Collected data
-=-=-=-=-

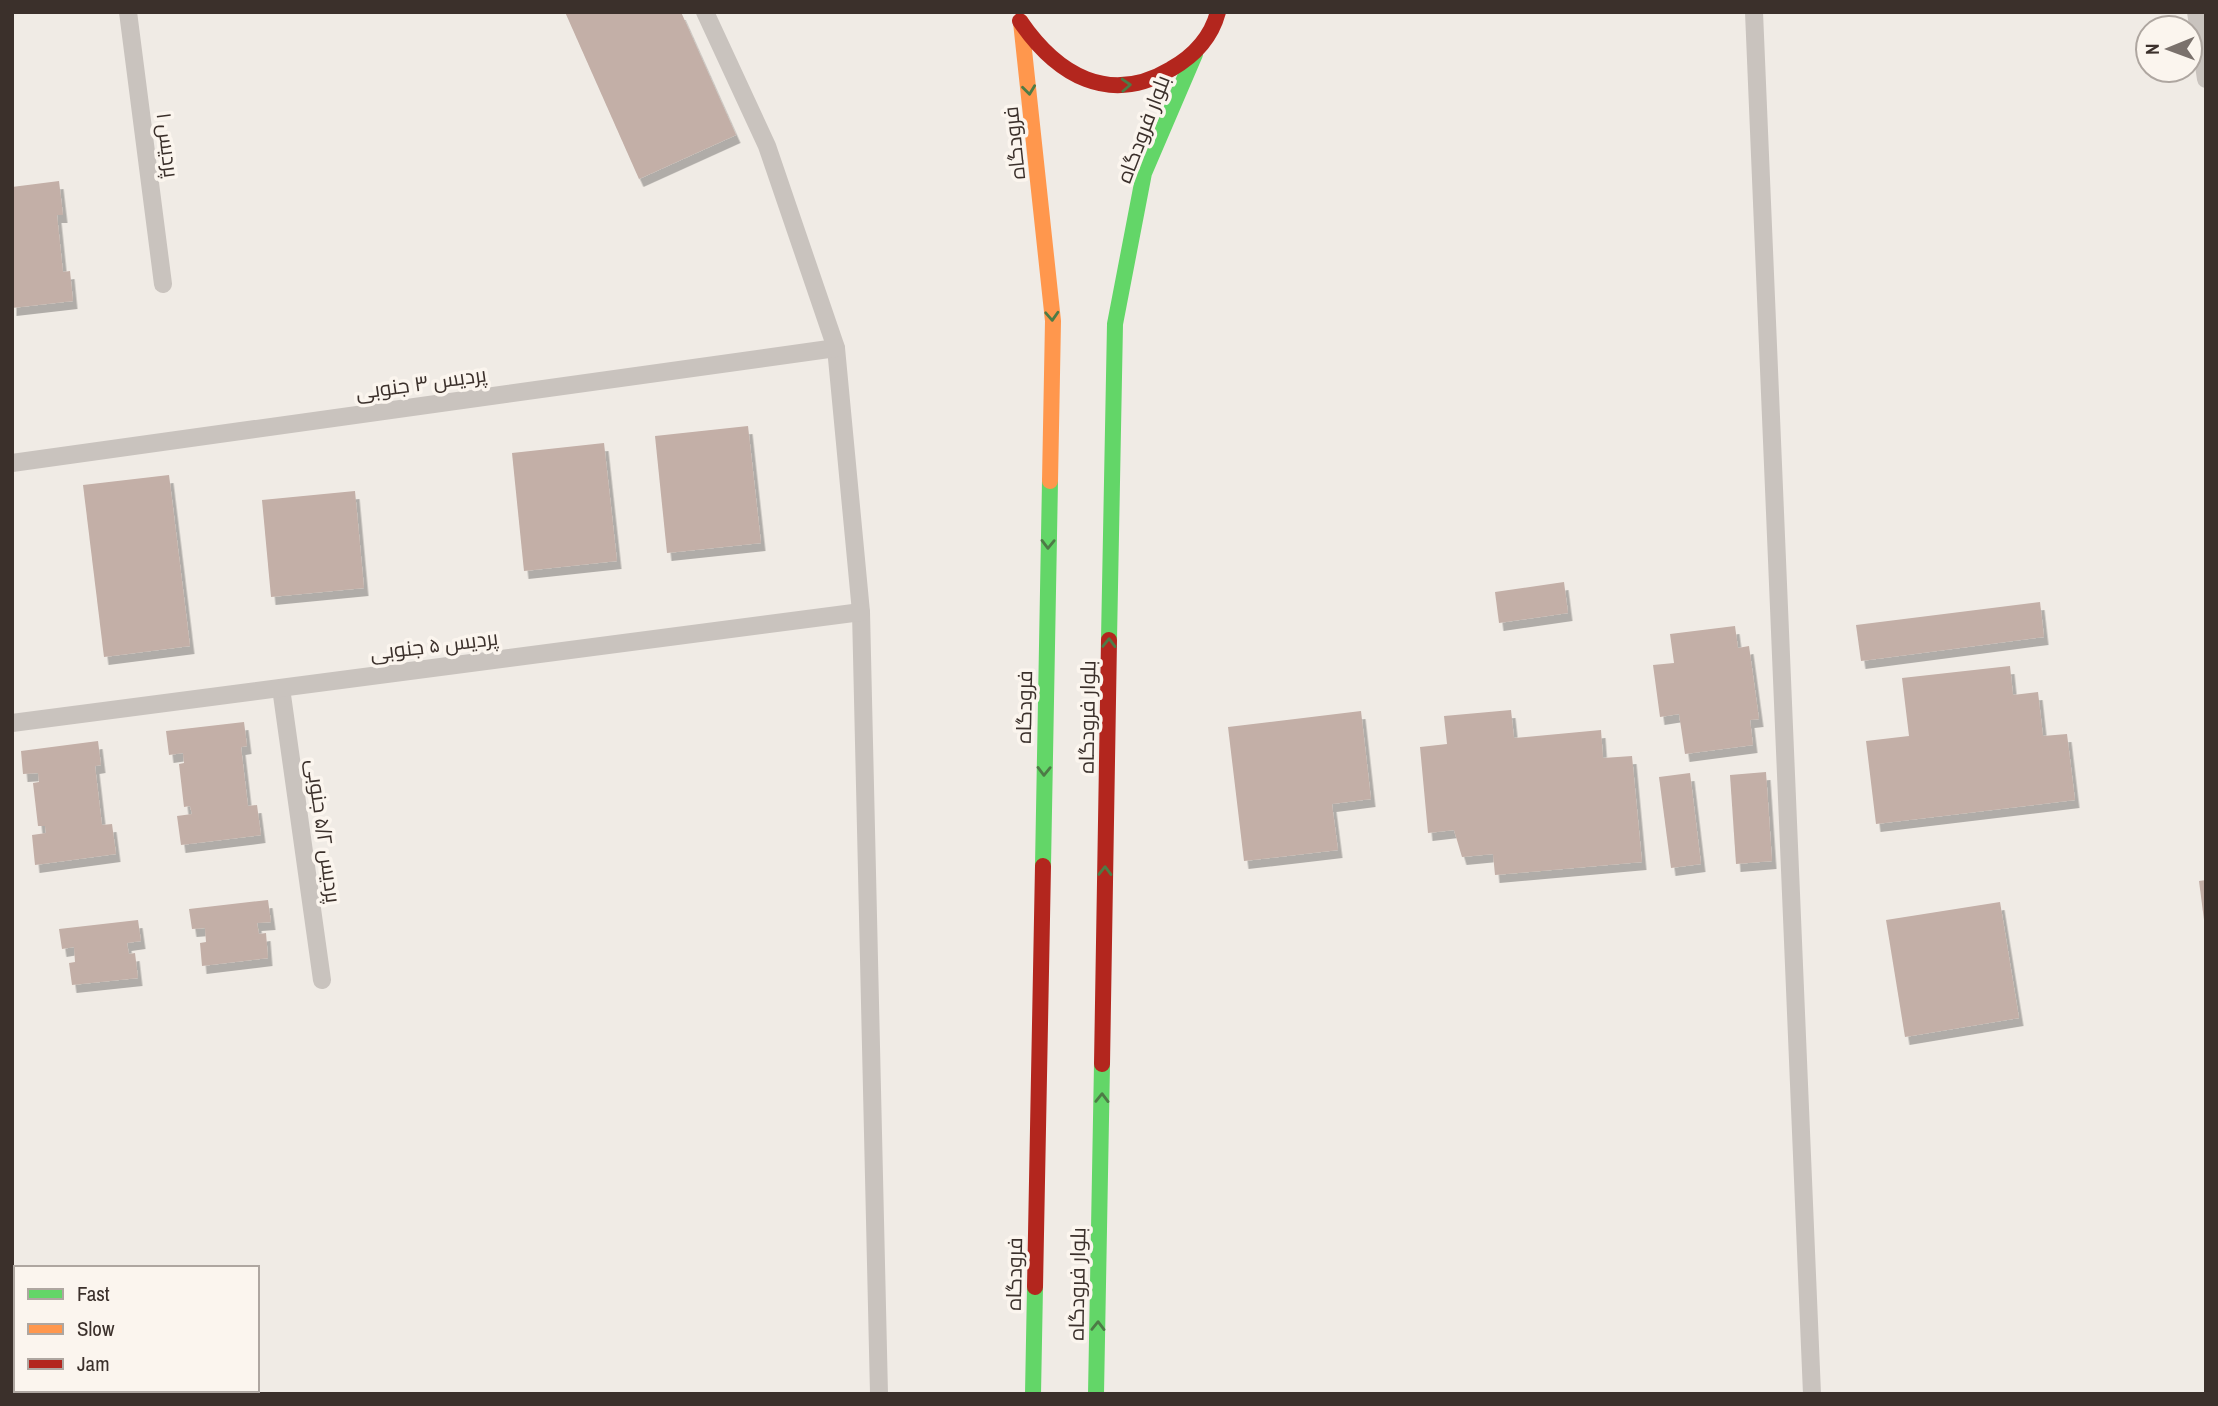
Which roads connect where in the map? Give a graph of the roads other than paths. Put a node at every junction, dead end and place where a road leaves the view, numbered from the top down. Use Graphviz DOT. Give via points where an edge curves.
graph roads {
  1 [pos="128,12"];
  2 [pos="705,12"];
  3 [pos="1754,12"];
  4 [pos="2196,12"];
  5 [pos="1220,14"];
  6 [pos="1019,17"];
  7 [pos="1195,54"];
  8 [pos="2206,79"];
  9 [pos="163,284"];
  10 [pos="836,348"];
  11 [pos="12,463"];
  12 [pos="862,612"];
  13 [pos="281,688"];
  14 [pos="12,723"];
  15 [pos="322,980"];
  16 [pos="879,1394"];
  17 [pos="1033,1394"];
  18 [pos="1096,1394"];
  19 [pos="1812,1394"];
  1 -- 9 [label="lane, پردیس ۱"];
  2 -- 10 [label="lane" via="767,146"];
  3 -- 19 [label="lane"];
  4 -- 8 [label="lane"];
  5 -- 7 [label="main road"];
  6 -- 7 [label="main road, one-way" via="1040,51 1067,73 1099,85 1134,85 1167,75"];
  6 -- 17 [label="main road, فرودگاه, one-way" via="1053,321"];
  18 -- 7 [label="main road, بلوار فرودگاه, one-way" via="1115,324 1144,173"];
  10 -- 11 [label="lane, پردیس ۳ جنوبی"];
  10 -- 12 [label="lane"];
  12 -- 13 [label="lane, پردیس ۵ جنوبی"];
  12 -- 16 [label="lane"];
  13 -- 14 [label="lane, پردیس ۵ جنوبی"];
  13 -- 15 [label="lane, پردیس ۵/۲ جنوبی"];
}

-=-=-=-=-

## About this task
Write the records out again exactly as shown above, keeping no pictures.

## Written reply
Which roads connect where in the map? Give a graph of the roads other than paths. Put a node at every junction, dead end and place where a road leaves the view, numbered from the top down. Use Graphviz DOT. Give via points where an edge curves.
graph roads {
  1 [pos="128,12"];
  2 [pos="705,12"];
  3 [pos="1754,12"];
  4 [pos="2196,12"];
  5 [pos="1220,14"];
  6 [pos="1019,17"];
  7 [pos="1195,54"];
  8 [pos="2206,79"];
  9 [pos="163,284"];
  10 [pos="836,348"];
  11 [pos="12,463"];
  12 [pos="862,612"];
  13 [pos="281,688"];
  14 [pos="12,723"];
  15 [pos="322,980"];
  16 [pos="879,1394"];
  17 [pos="1033,1394"];
  18 [pos="1096,1394"];
  19 [pos="1812,1394"];
  1 -- 9 [label="lane, پردیس ۱"];
  2 -- 10 [label="lane" via="767,146"];
  3 -- 19 [label="lane"];
  4 -- 8 [label="lane"];
  5 -- 7 [label="main road"];
  6 -- 7 [label="main road, one-way" via="1040,51 1067,73 1099,85 1134,85 1167,75"];
  6 -- 17 [label="main road, فرودگاه, one-way" via="1053,321"];
  18 -- 7 [label="main road, بلوار فرودگاه, one-way" via="1115,324 1144,173"];
  10 -- 11 [label="lane, پردیس ۳ جنوبی"];
  10 -- 12 [label="lane"];
  12 -- 13 [label="lane, پردیس ۵ جنوبی"];
  12 -- 16 [label="lane"];
  13 -- 14 [label="lane, پردیس ۵ جنوبی"];
  13 -- 15 [label="lane, پردیس ۵/۲ جنوبی"];
}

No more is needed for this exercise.